▼

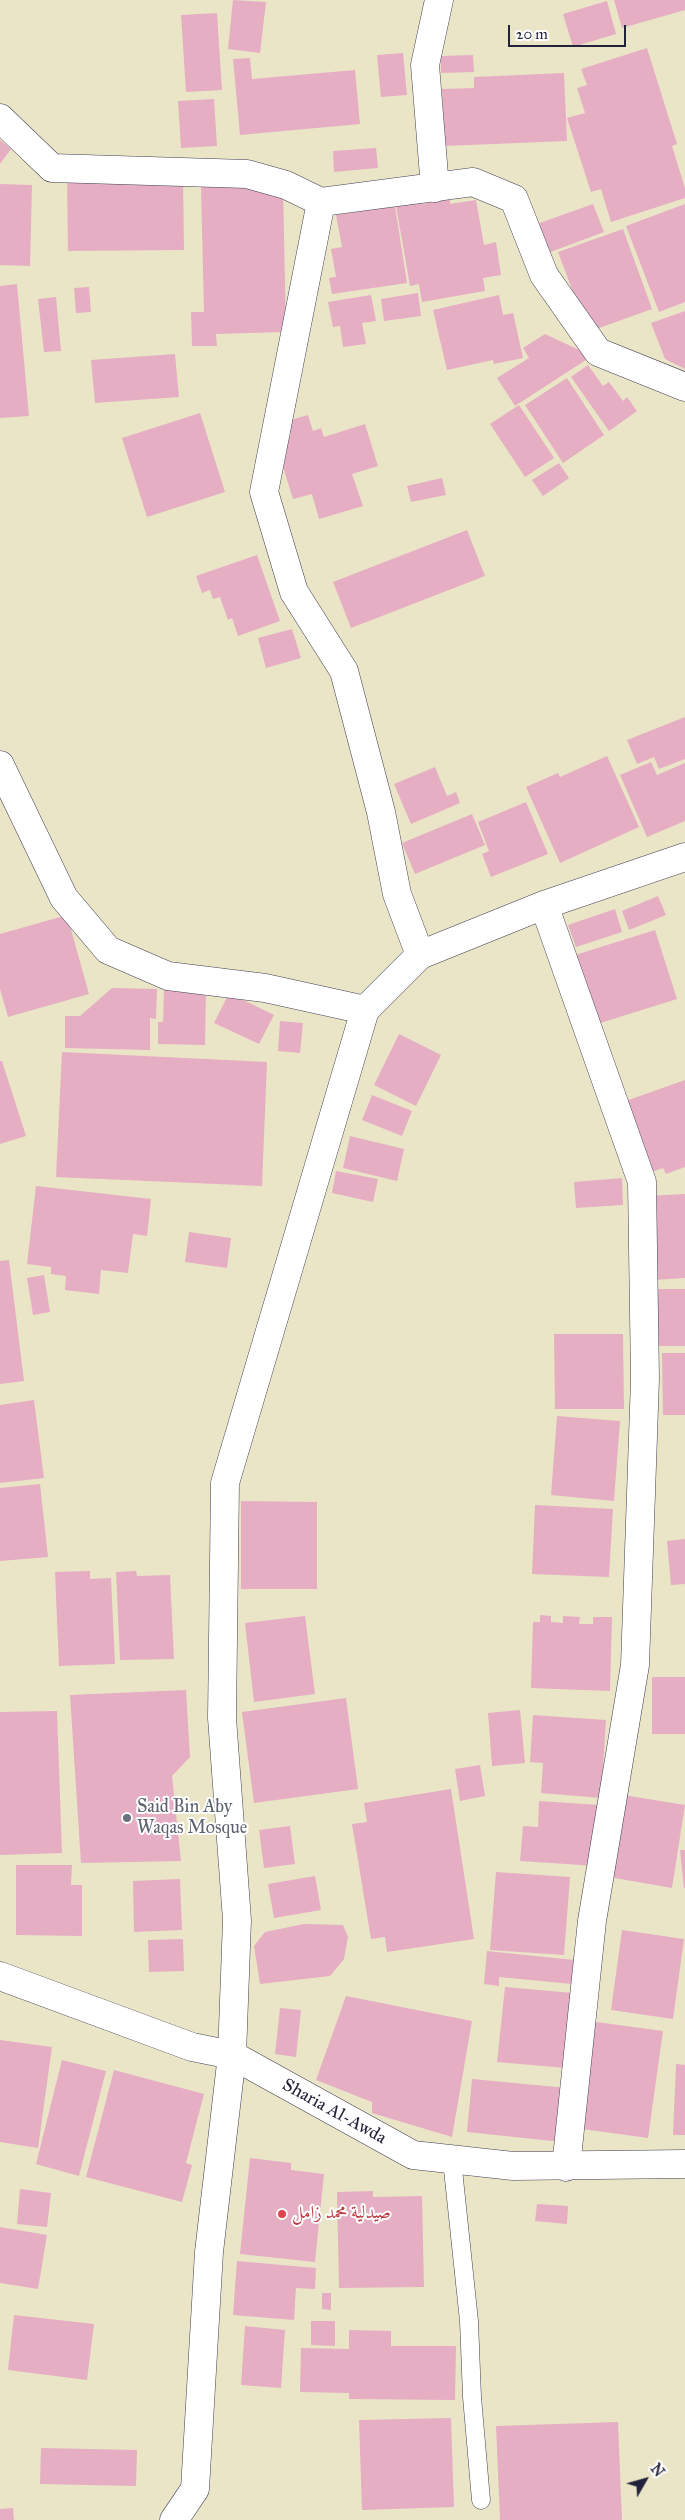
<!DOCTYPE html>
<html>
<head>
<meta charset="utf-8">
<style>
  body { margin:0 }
  #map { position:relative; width:685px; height:2520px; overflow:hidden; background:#ebe5c7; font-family:"IM FELL Great Primer",serif }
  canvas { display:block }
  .north { position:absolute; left:620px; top:2455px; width:50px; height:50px; -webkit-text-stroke:4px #fff; paint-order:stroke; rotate:52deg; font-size:14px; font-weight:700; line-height:20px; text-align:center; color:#22223b }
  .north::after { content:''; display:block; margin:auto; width:18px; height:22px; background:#22223b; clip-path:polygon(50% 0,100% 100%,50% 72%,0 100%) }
  .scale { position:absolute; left:508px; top:25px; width:118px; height:22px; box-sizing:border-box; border:2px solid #22223b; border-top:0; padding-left:6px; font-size:15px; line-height:18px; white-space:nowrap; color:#22223b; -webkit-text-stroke:4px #fff; paint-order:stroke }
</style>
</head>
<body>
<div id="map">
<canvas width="685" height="2520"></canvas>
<div class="north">N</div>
<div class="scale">20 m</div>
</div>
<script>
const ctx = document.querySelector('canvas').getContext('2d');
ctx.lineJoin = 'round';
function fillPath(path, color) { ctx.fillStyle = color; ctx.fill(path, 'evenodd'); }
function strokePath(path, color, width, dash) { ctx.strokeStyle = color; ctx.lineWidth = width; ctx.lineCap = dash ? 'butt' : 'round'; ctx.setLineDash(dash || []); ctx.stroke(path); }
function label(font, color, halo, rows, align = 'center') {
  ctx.font = font + ' "IM FELL Great Primer",Amiri,serif'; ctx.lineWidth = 4; ctx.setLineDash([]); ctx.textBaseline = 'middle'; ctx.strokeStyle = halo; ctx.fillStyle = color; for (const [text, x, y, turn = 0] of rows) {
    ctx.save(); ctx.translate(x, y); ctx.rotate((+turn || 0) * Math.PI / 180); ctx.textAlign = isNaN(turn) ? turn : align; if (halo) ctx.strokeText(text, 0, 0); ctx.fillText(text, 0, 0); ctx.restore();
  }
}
const building = new Path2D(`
  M233 0 266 2 260 53 228 49Z
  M614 0H685V10L622 28Z
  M607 1 616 34 573 47 563 14Z
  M217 13 222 90 186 92 181 15Z
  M647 48 677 144 672 146 685 188V198L611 222 601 189 591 192 567 118 585 113 577 88 587 85 581 69Z
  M403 53 407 95 381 97 377 55Z
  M473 55 474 72 441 73V56Z
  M250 58 252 79 355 70 360 124 240 135 233 59Z
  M564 73 567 141 445 146 442 89 474 88V77Z
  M214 99 217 146 181 148 178 101Z
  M0 140 11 149 0 164Z
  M376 148 378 168 334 172 333 151Z
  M183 175 184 250 68 251 67 176Z
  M0 184 32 185 30 266 0 265Z
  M283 185 286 332 216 334 217 346H192L191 312H204L201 187Z
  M421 196 422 204 450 199V204L476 200 484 245 496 242 501 275 483 278 485 291 422 302 419 284 410 286 395 200Z
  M593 204 604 232 548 253 537 224Z
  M685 204V302L659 312 626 226Z
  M395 206 407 283 332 294 329 278 336 277 331 249 342 247 336 215Z
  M623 229 652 309 588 332 558 252Z
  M17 284 29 416 0 418V286Z
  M89 287 91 312 76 313 74 288Z
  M418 293 421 316 384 321 381 299Z
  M371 295 376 321 362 323 366 344 343 347 340 326 333 327 328 302Z
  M499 295 503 315 513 313 523 358 494 364 493 360 447 370 433 310Z
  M56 297 61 351 44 352 38 299Z
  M685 311V369L665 359 651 323Z
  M545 334 592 356 515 406 497 378 529 358 523 348Z
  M175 354 179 397 95 403 91 360Z
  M588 365 603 386 609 382 623 401 627 397 637 411 609 431 571 377Z
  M567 378 604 435 563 463 525 405Z
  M519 405 554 458 525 477 490 424Z
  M200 413 225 492 147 517 122 438Z
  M308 415 313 431 321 428 324 437 365 424 378 466 352 474 363 506 319 519 312 494 293 499 275 441 291 436 287 421Z
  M559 463 569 478 543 496 532 480Z
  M442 478 446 495 411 502 407 486Z
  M467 530 485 576 351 628 333 582Z
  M257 555 280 621 238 636 232 618 228 620 220 597 213 599 210 590 202 593 196 576Z
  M292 629 301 658 266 668 258 638Z
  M685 717V759L659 769 654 757 637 764 627 740Z
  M607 756 639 827 560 863 526 787 558 773 560 777Z
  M651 762 657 775 685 763V821L647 837 620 775Z
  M435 767 447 796 456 792 460 803 411 824 394 784Z
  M526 802 548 854 491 877 482 854 489 851 478 822Z
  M472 814 485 845 415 874 402 843Z
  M658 896 666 915 629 930 622 911Z
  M615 909 622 932 576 947 568 925Z
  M67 915 89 994 8 1017 0 989V934Z
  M655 930 677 999 594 1025 572 956Z
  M112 988 157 989 156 1019 150 1018V1050L65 1048V1016H80Z
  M164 989 206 991 205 1045 158 1044V1022H163Z
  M229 993 274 1015 259 1044 214 1023Z
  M280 1021 303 1023 300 1053 278 1051Z
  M399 1034 441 1055 416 1106 374 1085Z
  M62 1052 267 1062 262 1186 56 1177Z
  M0 1061H2L26 1136 0 1144Z
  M685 1080V1167L666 1174 663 1168 649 1173 623 1102Z
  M372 1095 412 1111 402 1136 362 1120Z
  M350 1136 404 1149 397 1181 343 1168Z
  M336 1171 378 1179 373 1202 332 1193Z
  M622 1178 623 1205 576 1208 574 1182Z
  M36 1186 151 1199 147 1236 133 1234 128 1273 101 1270 99 1294 65 1290 66 1276 51 1274V1267L27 1264Z
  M685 1194V1278L654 1280 648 1196Z
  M189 1232 231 1238 227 1268 185 1262Z
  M9 1260 24 1381 0 1384V1261Z
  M44 1275 50 1312 33 1315 27 1278Z
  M651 1289H685V1346H651Z
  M554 1334H623L624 1409H555Z
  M662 1353H685V1415H663Z
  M34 1400 44 1478 0 1483V1405Z
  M557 1416 620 1421 614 1501 551 1495Z
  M40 1484 48 1557 0 1561V1488Z
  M241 1501 317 1502V1589H241Z
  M535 1505 613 1509 609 1577 532 1574Z
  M685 1539V1584L671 1585 667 1541Z
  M90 1571V1579L111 1578 115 1664 59 1666 55 1572Z
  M136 1571 137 1576 170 1575 174 1659 120 1660 116 1572Z
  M540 1615 551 1616V1622L563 1623V1616L580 1617 579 1624H593V1617H612L610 1691 531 1688 533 1622H540Z
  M305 1616 315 1694 254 1702 245 1623Z
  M652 1677H685V1734H652Z
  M186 1690 190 1757 172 1776 181 1861 81 1863 70 1695Z
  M346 1698 358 1789 254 1803 242 1712Z
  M520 1710 525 1763 492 1766 488 1713Z
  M57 1711 62 1853 0 1855V1712Z
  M533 1715 606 1720 601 1798 541 1793 543 1763 530 1762Z
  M480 1765 485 1796 460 1801 455 1769Z
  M451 1789 474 1939 387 1952 385 1937 371 1939 352 1824 367 1822 364 1803Z
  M617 1794 685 1805 672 1888 609 1877Z
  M539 1801 600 1805 596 1866 520 1861 523 1826 538 1827Z
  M290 1826 295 1864 264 1868 259 1830Z
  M680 1850H685V1888H684Z
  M16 1865H72L71 1885H82V1936L16 1935Z
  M496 1872 570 1877 564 1955 490 1950Z
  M315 1876 321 1910 274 1918 268 1884Z
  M180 1879 182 1930 134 1932 133 1881Z
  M304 1924 343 1925 348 1937 344 1959 330 1976 260 1984 254 1946 265 1932Z
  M622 1930 684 1939 673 2019 611 2010Z
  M183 1939 184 1971 149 1972 148 1940Z
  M487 1951 574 1960 572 1984 499 1977V1986L484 1984Z
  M505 1987 573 1993 566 2068 497 2062Z
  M346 1996 472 2021 452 2137 372 2113V2102L316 2080Z
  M280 2008 301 2010 296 2057 275 2054Z
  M589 2021 663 2031 648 2138 575 2128Z
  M0 2040 52 2047 38 2148 0 2142Z
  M62 2060 106 2071 79 2176 36 2164Z
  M676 2064 685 2065V2135H673Z
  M114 2070 204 2094 186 2163 192 2165 182 2202 86 2177Z
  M472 2079 567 2088 562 2142 467 2132Z
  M250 2158 291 2163V2170L324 2174 315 2262 240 2254Z
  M20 2189 51 2193 47 2227 17 2224Z
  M373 2191V2197L422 2196 424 2287 339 2288 337 2192Z
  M537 2204 568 2206 567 2224 535 2221Z
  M0 2227 47 2235 38 2289 0 2283Z
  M237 2261 316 2268 315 2289 296 2288 294 2320 233 2315Z
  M322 2293H331V2310L322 2309Z
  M14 2315 94 2324 87 2380 8 2370Z
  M311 2321H335V2346L311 2345Z
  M245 2326 285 2330 281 2388 241 2385Z
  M349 2330 391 2331V2346H456L455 2400 349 2399V2393L300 2392 301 2348 349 2349Z
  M451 2418 454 2507 362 2510 359 2420Z
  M618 2422 622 2520H500L496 2426Z
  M41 2448 137 2450 136 2486 40 2484Z
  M13 2508 14 2520H0V2509Z`);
const service = new Path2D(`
  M452 2160 469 2321 472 2397 481 2500`);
const minor = new Path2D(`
  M0 118 52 168 247 174 286 185 321 202 473 182 514 199 544 275 598 352 685 387
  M435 188 425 65 439 0
  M321 202 264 492 294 592 344 671 381 812 397 894 420 955
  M0 765 64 898 108 950 168 976 265 988 365 1010
  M544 905 642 1182 645 1379 635 1665 592 1921 566 2167
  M0 1976 192 2047 232 2055 413 2155 513 2166 685 2164
  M174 2520 195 2489 209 2252 232 2055 237 1920 222 1718 225 1483 365 1010 420 955 544 905 685 857`);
const markers = [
  [127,1818,5,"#6b7280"],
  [282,2214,5,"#e0444e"]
];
const worshipNames = [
  ["Said Bin Aby",137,1808],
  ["Waqas Mosque",137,1829]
];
const streetNames = [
  ["Sharia Al-Awda",334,2112,29]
];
const healthNames = [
  ["صيدلية محمد زامل",292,2214]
];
fillPath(building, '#e5aec3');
strokePath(service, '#403f50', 19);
strokePath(minor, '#403f50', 29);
strokePath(service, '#fff', 18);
strokePath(minor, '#fff', 28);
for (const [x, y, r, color] of markers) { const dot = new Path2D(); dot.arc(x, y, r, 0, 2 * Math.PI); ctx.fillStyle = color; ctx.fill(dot); strokePath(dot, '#fff', 2); }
label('18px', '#5b616d', '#fff', worshipNames, 'left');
label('18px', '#22223b', '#fff', streetNames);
label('18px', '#be3a42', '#fff', healthNames, 'left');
</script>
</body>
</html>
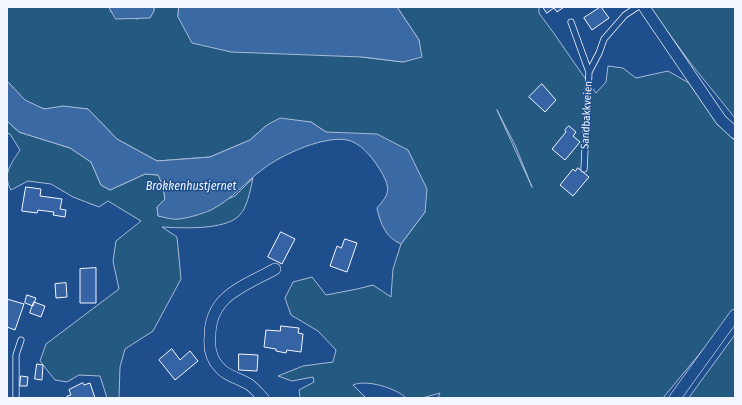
<!DOCTYPE html>
<style>
body{margin:0}
#map{position:relative;width:742px;height:405px;overflow:hidden;background:#1f4e8c;font-family:"Fira Sans Condensed",sans-serif}
canvas{display:block}
.frame{position:absolute;inset:0;border:8px solid #f2f6ff;pointer-events:none}
</style>
<div id="map">
<canvas width="742" height="405"></canvas>
<div class="frame"></div>
</div>
<script>
const ctx = document.querySelector('canvas').getContext('2d');
ctx.lineJoin = 'round';
function fill(path, color) {
  ctx.fillStyle = color;
  ctx.fill(path, 'evenodd');
}
function stroke(path, color, width, dash) {
  ctx.strokeStyle = color;
  ctx.lineWidth = width;
  ctx.lineCap = dash ? 'butt' : 'round';
  ctx.setLineDash(dash || []);
  ctx.stroke(path);
}
function label(font, color, halo, rows, align = 'center') {
  ctx.font = font + ' "Fira Sans Condensed",sans-serif';
  ctx.lineWidth = 3;
  ctx.setLineDash([]);
  ctx.textBaseline = 'middle';
  ctx.strokeStyle = halo;
  ctx.fillStyle = color;
  for (const [text, x, y, turn = 0] of rows) {
    ctx.save();
    ctx.translate(x, y);
    ctx.rotate((+turn || 0) * Math.PI / 180);
    ctx.textAlign = isNaN(turn) ? turn : align;
    if (halo) ctx.strokeText(text, 0, 0);
    ctx.fillText(text, 0, 0);
    ctx.restore();
  }
}
const green = new Path2D(`
 M7 7H109L111 12 137 19 154 11V7H179L178 17 362 57 403 62 421 56 419 40 397 7H539V13C559 39 576 67 596 93L606 82 608 66 623 68 636 78 668 71 689 83 714 119 735 141V311L663 398H438L440 393 422 398H406C396 388 366 379 353 385L366 398H300L299 390 314 382 313 377 292 381 278 376 303 366 333 362 336 350 318 331 291 315 285 298 293 282 312 277 326 295 357 289 373 285 391 297 393 269 401 244 425 212 408 150 326 132 311 122 267 125 250 140 210 157 157 161 117 139 88 109 63 107 44 109 25 101 7 81ZM497 110 515 145 532 187Z
 M650 7H735V118L692 65Z
 M7 121 19 132 70 148 91 162 101 185 110 190 145 174 158 175 163 186 165 200 157 207 158 216 178 219 235 196 253 178C250 191 247 212 235 219 217 230 182 228 162 227L177 237 181 279 153 331 125 349 120 367 119 398H107L100 376 79 375 67 382 55 380 40 361 46 344 119 289 113 261 116 241 141 221 108 201 99 207 73 197 51 184 28 181 11 190C2 174 11 164 20 150L10 134 7 133Z
 M735 335V398H689Z`);
fill(green, '#245a82');
stroke(green, '#a8bbd7', 1);
const water = new Path2D(`
 M109 7H154V11L150 18 116 19Z
 M179 7H397L419 40 422 57 403 62 362 57 231 52 192 43 178 17Z
 M7 81 25 100 44 109 63 106 88 109 117 139 157 161 210 157 250 140 267 125 280 118 311 122 326 132 377 134 408 150 427 189 425 212 401 244C386 238 380 223 377 208 389 194 391 190 382 173 375 161 364 146 351 141 328 133 281 155 263 169 244 183 234 198 211 210 202 214 188 218 179 219 172 220 164 217 158 216L157 207 165 199 163 186 158 175 145 174 110 190 101 185 91 162 70 148 19 132 7 121Z`);
fill(water, '#3b69a3');
stroke(water, '#a8bbd7', 1);
const building = new Path2D(`
 M543 7H564L557 12 554 8 547 13Z
 M601 7 609 18 592 30 584 18Z
 M542 84 556 100 545 112 529 97Z
 M569 126 576 132 573 136 580 142 565 160 552 149 566 132 565 130Z
 M578 168 589 177 573 196 560 185 573 169 575 171Z
 M26 187 41 189 40 196 62 199 60 209 66 210 65 217 53 215 54 212 38 210 37 213 22 211Z
 M281 232 295 239 282 264 268 257Z
 M345 239 357 243 347 272 330 266 337 246 341 248Z
 M96 268V303H80V269Z
 M66 283 67 297 56 298 55 284Z
 M27 295 36 298 33 306 25 303Z
 M7 299 24 304 15 330 7 327Z
 M34 302 45 306 41 317 30 313Z
 M281 326 299 328 298 333 303 334 301 352 287 350 286 353 276 351V349L264 347 266 330 280 331Z
 M172 349 180 360 190 351 198 361 175 380 159 360Z
 M239 354 258 355 257 371 239 370Z
 M37 364 43 365 42 380 35 379Z
 M21 376 28 377 27 386H20Z
 M83 383 84 385 90 383 95 398H67V396L71 395 69 390Z`);
fill(building, '#3563a3');
stroke(building, '#f2f6ff', 1);
const service = new Path2D(`
 M571 22 589 72
 M584 169 589 72 599 53 604 39 625 15 637 7
 M16 398V355L21 340`);
const minor = new Path2D(`
 M644 7 721 120 735 133
 M263 398C259 394 255 389 250 385 240 378 227 377 219 367 210 358 209 347 210 336 210 295 245 286 275 269
 M675 398 735 315`);
stroke(service, '#f2f6ff', 7);
stroke(minor, '#f2f6ff', 12);
stroke(service, '#1f4e8c', 5.5);
stroke(minor, '#1f4e8c', 11);
label('11px', '#f2f6ff', '#1f4e8c', [
 ["Sandbakkveien",587,115,-87]
]);
label('italic 12px', '#f2f6ff', '#1f4e8c', [
 ["Brokkenhustjernet",191,187]
]);
</script>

▲

__Task directions__.
The response is to contain exactly the lines from the beginning of the data through the line containing "function fillPath(path, color)", both ends included, and nothing else; omit the pictures.

__Reply to the exercise__.
<!DOCTYPE html>
<html>
<head>
<meta charset="utf-8">
<style>
  body { margin:0 }
  #map { position:relative; width:685px; height:2520px; overflow:hidden; background:#ebe5c7; font-family:"IM FELL Great Primer",serif }
  canvas { display:block }
  .north { position:absolute; left:620px; top:2455px; width:50px; height:50px; -webkit-text-stroke:4px #fff; paint-order:stroke; rotate:52deg; font-size:14px; font-weight:700; line-height:20px; text-align:center; color:#22223b }
  .north::after { content:''; display:block; margin:auto; width:18px; height:22px; background:#22223b; clip-path:polygon(50% 0,100% 100%,50% 72%,0 100%) }
  .scale { position:absolute; left:508px; top:25px; width:118px; height:22px; box-sizing:border-box; border:2px solid #22223b; border-top:0; padding-left:6px; font-size:15px; line-height:18px; white-space:nowrap; color:#22223b; -webkit-text-stroke:4px #fff; paint-order:stroke }
</style>
</head>
<body>
<div id="map">
<canvas width="685" height="2520"></canvas>
<div class="north">N</div>
<div class="scale">20 m</div>
</div>
<script>
const ctx = document.querySelector('canvas').getContext('2d');
ctx.lineJoin = 'round';
function fillPath(path, color) { ctx.fillStyle = color; ctx.fill(path, 'evenodd'); }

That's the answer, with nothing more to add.